[What is expected]: Go through the records and report each line in which the word "leaves" occurs.

[Input material]:
---
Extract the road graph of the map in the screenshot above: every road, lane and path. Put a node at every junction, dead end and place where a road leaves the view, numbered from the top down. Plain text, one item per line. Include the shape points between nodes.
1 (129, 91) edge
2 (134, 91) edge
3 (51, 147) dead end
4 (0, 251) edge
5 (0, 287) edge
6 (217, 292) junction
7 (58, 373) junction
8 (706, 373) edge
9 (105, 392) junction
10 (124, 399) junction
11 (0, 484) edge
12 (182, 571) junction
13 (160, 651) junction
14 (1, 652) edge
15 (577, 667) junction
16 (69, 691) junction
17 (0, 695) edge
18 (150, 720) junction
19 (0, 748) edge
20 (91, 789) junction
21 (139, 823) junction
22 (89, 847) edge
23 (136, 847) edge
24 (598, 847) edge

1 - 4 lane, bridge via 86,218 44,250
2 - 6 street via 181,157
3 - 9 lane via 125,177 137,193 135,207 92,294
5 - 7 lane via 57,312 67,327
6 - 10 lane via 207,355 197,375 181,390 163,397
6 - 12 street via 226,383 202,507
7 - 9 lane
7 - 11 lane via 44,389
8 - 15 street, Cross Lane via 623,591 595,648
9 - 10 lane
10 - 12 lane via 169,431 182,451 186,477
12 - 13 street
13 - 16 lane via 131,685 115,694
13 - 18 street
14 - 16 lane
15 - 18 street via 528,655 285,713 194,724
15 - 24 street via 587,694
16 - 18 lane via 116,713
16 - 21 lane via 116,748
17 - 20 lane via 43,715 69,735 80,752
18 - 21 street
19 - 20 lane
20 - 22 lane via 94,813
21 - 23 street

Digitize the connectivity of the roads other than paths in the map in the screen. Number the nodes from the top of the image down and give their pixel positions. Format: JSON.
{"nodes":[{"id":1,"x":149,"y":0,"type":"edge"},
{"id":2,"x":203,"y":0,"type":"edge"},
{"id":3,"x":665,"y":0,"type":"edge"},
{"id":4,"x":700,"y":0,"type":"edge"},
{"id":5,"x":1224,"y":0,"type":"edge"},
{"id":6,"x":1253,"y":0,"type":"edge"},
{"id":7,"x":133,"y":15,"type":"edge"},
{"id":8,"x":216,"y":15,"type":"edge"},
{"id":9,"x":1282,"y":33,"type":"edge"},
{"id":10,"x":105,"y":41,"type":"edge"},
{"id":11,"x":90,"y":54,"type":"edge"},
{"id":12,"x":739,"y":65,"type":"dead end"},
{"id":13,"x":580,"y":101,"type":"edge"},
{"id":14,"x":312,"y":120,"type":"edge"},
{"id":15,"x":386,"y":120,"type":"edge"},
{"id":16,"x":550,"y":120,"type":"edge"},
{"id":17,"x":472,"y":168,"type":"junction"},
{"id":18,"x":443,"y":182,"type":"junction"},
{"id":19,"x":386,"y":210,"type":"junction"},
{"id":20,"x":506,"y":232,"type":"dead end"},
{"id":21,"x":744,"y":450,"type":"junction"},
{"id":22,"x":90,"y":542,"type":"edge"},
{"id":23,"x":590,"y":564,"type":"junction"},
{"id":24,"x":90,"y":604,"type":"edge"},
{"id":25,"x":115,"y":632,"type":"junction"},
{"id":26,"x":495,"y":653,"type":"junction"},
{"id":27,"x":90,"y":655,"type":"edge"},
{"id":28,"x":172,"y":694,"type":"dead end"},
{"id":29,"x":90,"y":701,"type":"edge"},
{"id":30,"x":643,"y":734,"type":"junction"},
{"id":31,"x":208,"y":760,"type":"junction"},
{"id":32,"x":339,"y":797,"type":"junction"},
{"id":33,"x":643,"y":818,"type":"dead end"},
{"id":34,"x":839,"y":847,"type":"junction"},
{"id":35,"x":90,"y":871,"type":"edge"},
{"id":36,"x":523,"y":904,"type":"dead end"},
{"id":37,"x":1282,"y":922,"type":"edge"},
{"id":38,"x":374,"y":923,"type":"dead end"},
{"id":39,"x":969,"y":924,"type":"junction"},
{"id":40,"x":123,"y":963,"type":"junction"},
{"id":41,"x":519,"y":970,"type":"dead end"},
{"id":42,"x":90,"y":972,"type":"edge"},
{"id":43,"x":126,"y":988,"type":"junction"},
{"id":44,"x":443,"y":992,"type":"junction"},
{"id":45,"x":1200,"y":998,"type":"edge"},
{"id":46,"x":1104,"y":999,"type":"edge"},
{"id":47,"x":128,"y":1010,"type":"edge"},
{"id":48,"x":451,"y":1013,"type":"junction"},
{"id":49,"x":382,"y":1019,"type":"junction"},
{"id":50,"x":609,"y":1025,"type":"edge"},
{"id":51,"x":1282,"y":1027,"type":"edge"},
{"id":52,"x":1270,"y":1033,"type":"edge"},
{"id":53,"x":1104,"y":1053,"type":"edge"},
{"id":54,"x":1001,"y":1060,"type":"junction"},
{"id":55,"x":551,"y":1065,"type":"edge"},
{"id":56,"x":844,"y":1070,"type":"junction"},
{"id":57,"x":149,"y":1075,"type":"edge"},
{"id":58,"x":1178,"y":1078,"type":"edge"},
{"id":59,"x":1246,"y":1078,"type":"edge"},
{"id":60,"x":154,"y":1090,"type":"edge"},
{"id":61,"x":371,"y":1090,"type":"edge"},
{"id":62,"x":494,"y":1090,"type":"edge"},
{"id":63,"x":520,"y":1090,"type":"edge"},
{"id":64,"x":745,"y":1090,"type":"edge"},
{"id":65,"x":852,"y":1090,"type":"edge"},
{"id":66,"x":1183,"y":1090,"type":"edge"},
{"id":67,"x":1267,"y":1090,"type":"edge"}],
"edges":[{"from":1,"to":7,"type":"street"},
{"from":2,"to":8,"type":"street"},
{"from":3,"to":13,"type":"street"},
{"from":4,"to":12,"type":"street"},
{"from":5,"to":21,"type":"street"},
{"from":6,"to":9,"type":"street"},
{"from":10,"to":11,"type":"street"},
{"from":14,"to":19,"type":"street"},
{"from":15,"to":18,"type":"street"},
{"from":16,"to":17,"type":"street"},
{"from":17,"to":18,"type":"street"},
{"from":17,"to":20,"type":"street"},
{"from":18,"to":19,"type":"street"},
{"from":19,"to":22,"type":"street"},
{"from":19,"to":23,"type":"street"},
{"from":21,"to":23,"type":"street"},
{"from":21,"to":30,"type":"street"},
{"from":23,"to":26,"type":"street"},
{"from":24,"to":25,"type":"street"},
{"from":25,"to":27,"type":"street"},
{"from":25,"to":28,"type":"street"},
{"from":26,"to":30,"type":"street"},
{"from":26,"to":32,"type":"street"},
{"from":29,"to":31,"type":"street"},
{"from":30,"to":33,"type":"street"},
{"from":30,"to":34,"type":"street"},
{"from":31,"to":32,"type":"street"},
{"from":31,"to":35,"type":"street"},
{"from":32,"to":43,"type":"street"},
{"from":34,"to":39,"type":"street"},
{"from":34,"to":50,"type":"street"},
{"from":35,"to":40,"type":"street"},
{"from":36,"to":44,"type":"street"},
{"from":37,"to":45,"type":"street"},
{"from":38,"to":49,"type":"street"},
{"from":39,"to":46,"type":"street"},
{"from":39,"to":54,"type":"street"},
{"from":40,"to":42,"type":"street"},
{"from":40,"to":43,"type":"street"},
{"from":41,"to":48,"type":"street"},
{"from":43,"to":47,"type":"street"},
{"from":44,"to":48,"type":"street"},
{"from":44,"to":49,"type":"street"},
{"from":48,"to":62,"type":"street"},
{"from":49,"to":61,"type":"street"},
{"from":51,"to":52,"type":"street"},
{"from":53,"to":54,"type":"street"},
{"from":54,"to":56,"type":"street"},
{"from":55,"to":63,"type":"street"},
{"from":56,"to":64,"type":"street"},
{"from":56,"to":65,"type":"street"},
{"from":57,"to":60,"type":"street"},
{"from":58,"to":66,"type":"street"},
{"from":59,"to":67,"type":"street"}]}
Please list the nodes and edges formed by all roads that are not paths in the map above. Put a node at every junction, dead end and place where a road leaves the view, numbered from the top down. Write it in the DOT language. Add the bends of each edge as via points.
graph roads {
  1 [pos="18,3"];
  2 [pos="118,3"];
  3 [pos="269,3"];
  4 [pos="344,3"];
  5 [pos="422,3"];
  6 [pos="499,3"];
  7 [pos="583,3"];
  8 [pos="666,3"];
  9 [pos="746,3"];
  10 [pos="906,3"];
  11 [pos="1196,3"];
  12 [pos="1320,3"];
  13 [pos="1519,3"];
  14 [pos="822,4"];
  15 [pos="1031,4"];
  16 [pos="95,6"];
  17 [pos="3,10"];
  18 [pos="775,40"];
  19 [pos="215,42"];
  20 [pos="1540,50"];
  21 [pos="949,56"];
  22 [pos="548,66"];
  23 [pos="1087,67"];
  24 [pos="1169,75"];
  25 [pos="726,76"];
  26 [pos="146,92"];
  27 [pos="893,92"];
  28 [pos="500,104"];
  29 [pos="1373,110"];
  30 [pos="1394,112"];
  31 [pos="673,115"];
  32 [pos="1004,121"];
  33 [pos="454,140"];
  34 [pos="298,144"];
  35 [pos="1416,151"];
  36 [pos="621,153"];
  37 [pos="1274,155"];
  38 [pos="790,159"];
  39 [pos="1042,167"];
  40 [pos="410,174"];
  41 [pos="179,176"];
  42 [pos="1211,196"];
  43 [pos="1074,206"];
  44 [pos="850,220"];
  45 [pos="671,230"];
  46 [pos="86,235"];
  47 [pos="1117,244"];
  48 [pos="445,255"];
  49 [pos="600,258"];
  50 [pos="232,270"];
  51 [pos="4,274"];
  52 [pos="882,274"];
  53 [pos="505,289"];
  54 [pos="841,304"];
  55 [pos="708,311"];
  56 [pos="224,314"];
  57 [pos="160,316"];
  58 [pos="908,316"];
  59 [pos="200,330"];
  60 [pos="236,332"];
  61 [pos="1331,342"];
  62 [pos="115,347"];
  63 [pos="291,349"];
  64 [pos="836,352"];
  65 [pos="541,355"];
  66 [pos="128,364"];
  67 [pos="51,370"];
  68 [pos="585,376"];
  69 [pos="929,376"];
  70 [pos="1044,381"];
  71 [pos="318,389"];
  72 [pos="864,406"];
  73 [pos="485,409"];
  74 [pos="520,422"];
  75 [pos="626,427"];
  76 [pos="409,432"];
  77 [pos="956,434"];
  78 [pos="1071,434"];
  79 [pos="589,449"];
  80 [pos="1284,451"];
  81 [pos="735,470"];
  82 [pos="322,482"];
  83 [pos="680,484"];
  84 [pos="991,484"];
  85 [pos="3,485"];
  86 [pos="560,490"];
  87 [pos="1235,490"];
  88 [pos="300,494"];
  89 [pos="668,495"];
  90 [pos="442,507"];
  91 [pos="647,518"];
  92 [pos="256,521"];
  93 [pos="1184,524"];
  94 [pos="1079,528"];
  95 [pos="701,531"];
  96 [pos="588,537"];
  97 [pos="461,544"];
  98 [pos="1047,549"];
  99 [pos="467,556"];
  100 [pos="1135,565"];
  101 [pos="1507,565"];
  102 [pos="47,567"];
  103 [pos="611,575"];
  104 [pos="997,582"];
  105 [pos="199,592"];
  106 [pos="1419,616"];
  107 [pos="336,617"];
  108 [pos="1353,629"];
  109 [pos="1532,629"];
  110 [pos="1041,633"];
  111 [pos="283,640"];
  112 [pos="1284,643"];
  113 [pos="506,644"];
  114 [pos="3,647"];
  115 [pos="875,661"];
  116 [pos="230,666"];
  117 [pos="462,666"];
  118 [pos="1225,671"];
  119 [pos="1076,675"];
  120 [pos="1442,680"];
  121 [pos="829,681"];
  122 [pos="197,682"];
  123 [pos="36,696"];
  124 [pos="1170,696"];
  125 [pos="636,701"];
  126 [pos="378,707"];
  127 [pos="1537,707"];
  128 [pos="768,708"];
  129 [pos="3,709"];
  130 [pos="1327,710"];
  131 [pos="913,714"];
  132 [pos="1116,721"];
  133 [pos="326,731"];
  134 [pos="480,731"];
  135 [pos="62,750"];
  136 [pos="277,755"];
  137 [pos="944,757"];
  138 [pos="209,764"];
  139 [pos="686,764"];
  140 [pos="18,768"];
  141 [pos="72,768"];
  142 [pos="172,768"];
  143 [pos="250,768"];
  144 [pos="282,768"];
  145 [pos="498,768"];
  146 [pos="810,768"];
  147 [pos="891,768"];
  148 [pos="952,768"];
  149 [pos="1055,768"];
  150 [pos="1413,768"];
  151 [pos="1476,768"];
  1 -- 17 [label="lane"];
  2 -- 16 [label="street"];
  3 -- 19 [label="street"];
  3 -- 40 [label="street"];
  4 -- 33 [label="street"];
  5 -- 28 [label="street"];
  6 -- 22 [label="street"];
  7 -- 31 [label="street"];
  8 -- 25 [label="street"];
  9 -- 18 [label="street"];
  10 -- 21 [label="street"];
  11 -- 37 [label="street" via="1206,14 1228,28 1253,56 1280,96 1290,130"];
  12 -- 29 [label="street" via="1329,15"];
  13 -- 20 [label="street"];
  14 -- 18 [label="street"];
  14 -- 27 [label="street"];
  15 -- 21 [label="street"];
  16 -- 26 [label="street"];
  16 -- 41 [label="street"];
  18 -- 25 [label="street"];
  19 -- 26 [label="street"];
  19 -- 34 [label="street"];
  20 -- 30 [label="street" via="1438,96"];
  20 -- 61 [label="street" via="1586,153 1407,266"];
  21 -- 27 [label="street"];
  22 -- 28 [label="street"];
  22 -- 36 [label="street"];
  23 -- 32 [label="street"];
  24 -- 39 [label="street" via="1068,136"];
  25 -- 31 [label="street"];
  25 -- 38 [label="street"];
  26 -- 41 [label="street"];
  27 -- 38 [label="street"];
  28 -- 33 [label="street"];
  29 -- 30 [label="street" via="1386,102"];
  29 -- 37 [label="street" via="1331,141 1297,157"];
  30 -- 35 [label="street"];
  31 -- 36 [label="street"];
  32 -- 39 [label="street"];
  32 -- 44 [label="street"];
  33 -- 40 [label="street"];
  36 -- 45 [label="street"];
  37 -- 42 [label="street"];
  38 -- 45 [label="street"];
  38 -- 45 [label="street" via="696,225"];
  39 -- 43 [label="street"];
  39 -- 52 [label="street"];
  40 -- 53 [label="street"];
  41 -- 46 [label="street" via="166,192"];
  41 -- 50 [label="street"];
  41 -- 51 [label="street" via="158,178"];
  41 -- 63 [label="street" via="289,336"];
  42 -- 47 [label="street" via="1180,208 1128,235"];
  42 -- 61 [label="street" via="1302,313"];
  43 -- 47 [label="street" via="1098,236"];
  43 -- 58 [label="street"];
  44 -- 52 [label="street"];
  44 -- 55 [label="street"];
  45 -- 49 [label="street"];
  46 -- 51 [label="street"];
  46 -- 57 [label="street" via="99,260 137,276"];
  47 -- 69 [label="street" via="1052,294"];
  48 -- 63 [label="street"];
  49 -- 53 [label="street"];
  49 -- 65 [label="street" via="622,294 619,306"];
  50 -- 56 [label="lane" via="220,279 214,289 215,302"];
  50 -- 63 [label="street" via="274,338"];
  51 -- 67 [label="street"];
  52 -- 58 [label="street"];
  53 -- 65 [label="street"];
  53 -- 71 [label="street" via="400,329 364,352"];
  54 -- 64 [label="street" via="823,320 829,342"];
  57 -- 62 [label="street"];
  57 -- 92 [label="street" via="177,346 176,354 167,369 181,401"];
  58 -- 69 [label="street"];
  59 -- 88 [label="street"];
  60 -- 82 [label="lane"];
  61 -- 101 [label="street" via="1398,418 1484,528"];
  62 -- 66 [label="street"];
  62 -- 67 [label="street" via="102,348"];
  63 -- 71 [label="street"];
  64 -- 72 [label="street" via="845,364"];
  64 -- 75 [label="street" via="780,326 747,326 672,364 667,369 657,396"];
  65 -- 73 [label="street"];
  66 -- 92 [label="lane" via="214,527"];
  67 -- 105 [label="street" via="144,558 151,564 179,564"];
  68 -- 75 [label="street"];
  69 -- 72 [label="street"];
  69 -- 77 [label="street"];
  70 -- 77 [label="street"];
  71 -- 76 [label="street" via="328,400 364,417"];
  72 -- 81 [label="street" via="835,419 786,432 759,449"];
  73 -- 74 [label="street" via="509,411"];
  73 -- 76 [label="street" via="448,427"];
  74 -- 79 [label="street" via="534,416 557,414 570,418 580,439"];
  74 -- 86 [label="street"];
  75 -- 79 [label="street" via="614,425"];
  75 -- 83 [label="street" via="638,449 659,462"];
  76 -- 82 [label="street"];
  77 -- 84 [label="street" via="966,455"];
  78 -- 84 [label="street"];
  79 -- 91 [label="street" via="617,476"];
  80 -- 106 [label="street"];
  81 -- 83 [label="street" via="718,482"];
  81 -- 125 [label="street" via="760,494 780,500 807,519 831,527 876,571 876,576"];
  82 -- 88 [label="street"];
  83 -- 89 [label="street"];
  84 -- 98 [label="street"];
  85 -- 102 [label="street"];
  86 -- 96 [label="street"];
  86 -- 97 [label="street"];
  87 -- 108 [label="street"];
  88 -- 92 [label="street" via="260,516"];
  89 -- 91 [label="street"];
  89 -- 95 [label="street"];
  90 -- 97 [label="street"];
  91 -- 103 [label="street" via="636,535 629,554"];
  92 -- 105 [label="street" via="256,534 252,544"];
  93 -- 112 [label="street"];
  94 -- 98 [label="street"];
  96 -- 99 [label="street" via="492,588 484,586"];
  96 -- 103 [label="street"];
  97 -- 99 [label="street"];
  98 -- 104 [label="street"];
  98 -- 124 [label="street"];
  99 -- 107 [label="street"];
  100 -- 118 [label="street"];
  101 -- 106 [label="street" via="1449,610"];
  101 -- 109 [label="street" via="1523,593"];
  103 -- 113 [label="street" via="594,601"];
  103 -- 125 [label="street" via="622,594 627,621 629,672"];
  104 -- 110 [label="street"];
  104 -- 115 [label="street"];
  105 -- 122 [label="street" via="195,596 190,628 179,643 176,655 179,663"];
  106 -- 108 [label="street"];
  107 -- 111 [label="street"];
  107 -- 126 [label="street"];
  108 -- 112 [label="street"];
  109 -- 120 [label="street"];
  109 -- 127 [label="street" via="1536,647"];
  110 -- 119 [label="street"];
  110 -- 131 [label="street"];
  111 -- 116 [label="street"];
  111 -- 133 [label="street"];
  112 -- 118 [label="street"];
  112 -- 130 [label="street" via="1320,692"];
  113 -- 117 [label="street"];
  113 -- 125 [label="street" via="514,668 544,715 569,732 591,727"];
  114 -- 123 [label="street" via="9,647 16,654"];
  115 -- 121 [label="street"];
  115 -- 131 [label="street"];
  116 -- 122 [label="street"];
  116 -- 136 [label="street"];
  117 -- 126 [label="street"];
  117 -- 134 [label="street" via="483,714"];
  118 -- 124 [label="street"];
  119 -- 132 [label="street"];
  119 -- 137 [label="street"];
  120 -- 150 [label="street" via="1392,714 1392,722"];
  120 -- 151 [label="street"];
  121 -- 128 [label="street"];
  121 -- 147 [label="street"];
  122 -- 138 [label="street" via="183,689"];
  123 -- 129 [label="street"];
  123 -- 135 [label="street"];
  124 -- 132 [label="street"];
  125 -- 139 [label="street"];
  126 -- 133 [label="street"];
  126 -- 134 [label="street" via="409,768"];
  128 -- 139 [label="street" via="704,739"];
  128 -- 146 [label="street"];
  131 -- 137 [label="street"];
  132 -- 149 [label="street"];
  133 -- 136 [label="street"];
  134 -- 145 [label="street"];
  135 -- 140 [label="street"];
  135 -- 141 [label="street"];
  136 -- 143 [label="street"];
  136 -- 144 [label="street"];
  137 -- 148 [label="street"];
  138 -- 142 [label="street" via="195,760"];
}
---
[Exercise response]:
Extract the road graph of the map in the screenshot above: every road, lane and path. Put a node at every junction, dead end and place where a road leaves the view, numbered from the top down. Plain text, one item per line. Include the shape points between nodes.
Please list the nodes and edges formed by all roads that are not paths in the map above. Put a node at every junction, dead end and place where a road leaves the view, numbered from the top down. Write it in the DOT language. Add the bends of each edge as via points.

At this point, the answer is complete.